Когда мы снимали про «Молодую гвардию», еще до СВО, один из эпизодов отрабатывали в Республиканской библиотеке Луганска, и поступление томов Большой pоссийской энциклопедии, как я запомнил тогда, в эту библиотеку прекратилось в 2014 году. Потом я специально сходил в Республиканскую библиотеку им. Н. К. Крупской в Донецке – там была такая же история. Интересно, привезли или нет в итоге в Луганск вместе с асфальтом, бордюром и лавочками недостающие тома Большой pоссийской энциклопедии.
Ну а Донецк, уверен, еще дождется своего pенессанса и выхода из летаргического сна, когда наконец закончится эпопея Марьинки и Авдеевки и за город возьмутся так же, как за Луганск. Сейчас очень много в Донецке делается, конкретные примеры приводить не буду, чтобы не дразнить злобных идиотов, обладающих натовской пушкой, но, конечно, луганский размах еще впереди.

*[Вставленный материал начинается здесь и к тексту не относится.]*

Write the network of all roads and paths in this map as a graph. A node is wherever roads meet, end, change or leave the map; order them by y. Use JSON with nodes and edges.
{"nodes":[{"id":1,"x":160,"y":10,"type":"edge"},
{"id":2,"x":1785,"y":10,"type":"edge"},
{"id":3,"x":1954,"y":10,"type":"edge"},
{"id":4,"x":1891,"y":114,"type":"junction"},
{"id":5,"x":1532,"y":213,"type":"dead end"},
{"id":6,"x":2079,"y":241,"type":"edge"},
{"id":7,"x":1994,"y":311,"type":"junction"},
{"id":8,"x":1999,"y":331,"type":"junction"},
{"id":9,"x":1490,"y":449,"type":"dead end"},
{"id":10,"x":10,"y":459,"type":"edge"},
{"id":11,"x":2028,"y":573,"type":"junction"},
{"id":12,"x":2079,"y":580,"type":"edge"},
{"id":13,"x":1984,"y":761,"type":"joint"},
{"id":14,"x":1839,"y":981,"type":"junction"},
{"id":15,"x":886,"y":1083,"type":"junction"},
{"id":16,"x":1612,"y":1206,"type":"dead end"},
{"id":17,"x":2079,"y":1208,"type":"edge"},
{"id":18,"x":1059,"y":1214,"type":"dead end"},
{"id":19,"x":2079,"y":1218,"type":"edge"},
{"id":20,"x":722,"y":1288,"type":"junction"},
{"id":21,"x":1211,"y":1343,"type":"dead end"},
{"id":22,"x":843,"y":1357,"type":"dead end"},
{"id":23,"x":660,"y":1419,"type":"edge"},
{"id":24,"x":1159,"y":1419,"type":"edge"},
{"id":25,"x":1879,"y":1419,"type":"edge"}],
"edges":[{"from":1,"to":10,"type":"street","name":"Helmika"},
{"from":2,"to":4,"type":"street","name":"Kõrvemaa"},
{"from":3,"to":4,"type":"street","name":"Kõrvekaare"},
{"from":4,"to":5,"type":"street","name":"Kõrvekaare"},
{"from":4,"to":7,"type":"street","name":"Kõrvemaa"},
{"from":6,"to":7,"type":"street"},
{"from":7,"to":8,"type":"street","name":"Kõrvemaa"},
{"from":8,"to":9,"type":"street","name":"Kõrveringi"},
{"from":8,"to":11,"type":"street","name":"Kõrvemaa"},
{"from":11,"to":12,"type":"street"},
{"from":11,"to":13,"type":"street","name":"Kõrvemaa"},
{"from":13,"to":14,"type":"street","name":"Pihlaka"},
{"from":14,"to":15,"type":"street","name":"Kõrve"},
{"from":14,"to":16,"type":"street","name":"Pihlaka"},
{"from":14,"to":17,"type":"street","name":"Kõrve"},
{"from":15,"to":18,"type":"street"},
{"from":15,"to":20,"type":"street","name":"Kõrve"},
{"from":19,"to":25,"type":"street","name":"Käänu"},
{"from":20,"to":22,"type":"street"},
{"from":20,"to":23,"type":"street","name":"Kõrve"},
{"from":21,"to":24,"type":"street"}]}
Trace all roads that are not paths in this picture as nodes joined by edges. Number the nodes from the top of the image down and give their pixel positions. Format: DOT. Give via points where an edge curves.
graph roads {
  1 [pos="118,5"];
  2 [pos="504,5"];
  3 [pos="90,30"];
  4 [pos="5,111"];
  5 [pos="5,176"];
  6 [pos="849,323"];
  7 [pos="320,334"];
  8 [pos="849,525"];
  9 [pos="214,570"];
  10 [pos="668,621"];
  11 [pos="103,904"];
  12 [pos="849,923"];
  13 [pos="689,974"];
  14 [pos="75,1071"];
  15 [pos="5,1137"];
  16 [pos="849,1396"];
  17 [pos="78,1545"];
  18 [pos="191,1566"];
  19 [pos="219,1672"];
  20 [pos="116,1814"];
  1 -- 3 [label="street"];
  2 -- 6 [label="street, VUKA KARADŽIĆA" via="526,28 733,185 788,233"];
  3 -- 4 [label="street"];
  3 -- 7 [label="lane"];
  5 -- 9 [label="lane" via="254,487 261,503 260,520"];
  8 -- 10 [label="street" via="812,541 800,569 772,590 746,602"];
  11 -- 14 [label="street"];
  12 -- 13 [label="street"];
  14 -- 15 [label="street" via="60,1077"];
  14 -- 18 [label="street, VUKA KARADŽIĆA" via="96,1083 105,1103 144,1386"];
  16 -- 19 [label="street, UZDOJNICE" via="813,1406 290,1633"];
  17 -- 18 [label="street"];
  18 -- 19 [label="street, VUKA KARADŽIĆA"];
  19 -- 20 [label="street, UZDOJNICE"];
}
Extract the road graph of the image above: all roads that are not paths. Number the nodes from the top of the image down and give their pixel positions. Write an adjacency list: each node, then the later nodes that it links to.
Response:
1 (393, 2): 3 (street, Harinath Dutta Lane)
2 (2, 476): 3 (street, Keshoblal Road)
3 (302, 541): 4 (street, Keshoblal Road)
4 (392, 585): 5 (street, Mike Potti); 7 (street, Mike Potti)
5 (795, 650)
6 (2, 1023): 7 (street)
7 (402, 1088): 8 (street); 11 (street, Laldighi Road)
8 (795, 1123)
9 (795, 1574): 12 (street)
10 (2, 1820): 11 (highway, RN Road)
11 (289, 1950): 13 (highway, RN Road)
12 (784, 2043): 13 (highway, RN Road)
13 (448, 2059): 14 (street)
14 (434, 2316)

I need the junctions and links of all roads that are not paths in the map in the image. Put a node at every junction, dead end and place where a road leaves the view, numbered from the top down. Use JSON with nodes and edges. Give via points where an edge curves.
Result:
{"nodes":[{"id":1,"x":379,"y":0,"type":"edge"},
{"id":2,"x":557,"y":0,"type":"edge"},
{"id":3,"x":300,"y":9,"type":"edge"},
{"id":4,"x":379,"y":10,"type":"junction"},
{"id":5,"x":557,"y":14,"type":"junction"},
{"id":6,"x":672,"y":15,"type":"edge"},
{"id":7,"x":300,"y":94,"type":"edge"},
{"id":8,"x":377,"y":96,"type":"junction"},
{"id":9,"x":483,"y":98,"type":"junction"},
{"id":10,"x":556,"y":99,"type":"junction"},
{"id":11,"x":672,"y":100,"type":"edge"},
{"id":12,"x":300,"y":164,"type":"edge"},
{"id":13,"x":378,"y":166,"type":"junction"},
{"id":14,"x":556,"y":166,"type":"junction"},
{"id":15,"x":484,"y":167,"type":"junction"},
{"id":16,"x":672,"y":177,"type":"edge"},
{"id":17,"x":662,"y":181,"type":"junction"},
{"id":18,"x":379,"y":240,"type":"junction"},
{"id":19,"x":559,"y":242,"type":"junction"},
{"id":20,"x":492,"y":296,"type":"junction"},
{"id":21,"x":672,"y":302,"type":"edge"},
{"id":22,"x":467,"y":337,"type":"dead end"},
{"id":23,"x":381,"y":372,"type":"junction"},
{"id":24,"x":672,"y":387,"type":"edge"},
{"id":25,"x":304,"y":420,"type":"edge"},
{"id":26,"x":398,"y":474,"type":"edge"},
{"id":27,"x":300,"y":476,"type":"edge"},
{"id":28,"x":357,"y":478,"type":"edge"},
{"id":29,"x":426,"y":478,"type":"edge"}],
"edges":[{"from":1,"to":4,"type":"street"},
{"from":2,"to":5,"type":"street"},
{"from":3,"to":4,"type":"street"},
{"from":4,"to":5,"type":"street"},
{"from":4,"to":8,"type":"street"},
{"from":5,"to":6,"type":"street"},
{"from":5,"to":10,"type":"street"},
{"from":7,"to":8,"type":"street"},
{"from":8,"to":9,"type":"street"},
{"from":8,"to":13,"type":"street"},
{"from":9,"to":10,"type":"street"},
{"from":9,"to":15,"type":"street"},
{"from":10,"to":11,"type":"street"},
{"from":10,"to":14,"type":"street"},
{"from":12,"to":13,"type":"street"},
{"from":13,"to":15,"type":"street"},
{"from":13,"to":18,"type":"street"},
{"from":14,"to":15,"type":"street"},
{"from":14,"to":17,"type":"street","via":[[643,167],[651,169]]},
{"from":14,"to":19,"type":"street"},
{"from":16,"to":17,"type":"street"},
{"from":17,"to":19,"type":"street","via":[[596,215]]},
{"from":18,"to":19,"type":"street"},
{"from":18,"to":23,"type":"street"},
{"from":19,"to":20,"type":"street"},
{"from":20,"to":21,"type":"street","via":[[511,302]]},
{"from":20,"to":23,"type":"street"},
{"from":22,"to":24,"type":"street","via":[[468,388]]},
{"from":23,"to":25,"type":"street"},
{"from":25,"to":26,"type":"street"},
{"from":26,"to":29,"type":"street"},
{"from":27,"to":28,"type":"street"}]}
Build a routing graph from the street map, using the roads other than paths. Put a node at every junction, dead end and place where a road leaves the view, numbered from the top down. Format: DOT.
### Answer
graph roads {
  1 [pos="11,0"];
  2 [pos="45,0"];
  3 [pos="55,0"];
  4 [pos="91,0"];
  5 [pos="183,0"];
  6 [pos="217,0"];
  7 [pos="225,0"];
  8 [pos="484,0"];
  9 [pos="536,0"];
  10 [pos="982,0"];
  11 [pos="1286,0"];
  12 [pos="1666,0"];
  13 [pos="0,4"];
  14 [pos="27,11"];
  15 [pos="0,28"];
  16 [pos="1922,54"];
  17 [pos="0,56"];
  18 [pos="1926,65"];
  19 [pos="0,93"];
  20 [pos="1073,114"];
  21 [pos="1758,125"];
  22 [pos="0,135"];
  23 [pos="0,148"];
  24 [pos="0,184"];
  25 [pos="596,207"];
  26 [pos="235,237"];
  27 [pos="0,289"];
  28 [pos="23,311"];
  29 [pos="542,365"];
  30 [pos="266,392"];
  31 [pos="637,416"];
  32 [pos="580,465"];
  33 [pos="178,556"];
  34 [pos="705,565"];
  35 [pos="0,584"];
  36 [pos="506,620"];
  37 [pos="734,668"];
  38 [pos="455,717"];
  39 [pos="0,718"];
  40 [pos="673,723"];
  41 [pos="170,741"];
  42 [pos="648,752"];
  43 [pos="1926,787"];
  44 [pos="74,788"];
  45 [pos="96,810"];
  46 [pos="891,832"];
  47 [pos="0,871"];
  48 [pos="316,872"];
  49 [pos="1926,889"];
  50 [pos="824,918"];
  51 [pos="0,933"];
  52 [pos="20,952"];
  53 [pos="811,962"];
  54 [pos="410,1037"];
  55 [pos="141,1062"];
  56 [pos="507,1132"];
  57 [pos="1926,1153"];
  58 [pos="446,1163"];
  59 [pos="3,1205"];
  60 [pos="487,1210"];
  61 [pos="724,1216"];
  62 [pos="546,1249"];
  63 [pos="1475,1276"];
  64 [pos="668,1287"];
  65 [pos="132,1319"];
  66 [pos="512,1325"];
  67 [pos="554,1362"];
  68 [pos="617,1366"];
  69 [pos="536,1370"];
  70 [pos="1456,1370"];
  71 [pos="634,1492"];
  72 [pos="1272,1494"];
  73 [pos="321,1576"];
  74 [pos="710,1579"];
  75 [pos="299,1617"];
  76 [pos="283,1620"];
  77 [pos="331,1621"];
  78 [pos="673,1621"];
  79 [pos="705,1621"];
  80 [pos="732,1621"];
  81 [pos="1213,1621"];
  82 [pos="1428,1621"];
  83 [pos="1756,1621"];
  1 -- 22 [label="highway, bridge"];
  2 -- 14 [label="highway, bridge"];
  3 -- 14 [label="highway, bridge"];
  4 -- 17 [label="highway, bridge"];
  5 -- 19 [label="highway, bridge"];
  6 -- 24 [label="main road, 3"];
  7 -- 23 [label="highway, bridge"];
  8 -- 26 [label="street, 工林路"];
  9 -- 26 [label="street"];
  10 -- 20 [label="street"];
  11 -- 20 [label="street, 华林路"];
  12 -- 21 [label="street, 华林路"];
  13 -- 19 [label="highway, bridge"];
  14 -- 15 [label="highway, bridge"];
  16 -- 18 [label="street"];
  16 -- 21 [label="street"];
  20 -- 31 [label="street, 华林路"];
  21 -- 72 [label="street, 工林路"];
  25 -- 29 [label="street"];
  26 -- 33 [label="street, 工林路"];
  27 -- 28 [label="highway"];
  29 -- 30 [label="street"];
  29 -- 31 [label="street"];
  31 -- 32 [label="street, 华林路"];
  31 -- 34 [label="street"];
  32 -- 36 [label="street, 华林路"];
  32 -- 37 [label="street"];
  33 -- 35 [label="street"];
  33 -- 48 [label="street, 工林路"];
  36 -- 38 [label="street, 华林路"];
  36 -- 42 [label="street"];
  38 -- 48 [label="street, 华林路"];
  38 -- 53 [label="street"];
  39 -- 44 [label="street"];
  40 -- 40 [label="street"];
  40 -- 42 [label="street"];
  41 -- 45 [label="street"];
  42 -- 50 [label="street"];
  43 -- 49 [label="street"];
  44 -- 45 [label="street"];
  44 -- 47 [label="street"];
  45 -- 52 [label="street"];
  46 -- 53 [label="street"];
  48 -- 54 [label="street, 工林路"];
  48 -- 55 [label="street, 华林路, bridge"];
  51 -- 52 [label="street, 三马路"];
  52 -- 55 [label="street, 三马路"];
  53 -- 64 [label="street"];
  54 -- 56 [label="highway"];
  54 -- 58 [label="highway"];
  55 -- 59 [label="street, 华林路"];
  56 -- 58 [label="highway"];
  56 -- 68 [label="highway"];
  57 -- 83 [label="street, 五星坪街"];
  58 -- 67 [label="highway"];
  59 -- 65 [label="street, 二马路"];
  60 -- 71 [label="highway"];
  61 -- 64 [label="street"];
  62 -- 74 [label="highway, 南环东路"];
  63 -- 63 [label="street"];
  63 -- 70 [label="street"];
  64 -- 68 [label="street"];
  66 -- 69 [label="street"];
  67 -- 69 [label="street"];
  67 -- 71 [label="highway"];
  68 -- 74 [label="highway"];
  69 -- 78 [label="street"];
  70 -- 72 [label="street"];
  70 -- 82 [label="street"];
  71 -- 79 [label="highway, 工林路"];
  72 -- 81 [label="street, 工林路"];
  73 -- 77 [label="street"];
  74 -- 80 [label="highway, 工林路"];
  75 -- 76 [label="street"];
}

А украинский подход с медкабинетом, водокачкой и десятью метрами бордюра видится совершенно нелепым и неуместным, жалким. Особенно если ехать, например, на Успенку. Вы увидите гигантские водоводы, которые тянут наши военные из Ростовской области, с циклопическими промежуточными резервуарами, покрашенными в яркие цвета российского флага, сотни километров абсолютно новых дорог – с обочинами, разметкой и, конечно же, новыми указателями, на русском. В Мариуполь идет вообще идеальная новая четырехполосная дорога, а мы все, кто только начинал ездить по ней в начале СВО, помним, что она собой представляла тогда. А подорванный мост в Новотроицком восстановили сразу же.
Собственно, все, о чем я рассказываю, – это иллюстрация современной Украины и современной России. Украина – недостроенное административное образование, которое не повернется язык назвать государственным, поскольку государственность свою они так и не выстроили, в итоге выбросив в топку политической конъюнктуры идею объединения разного (что, кстати, является девизом, написанным на флаге за спиной старика Байдена, когда он говорит за своей конторкой) и выбрав в качестве государственной идеи насилие и разъединение, тот самый апартеид – насилие и разделение в идеологии, языке, вере, культуре. Но ведь так не бывает, если вспоминать про базис и надстройку. Поэтому в том числе у наших политизированных украинских братьев не получилось создать по большому счету ничего.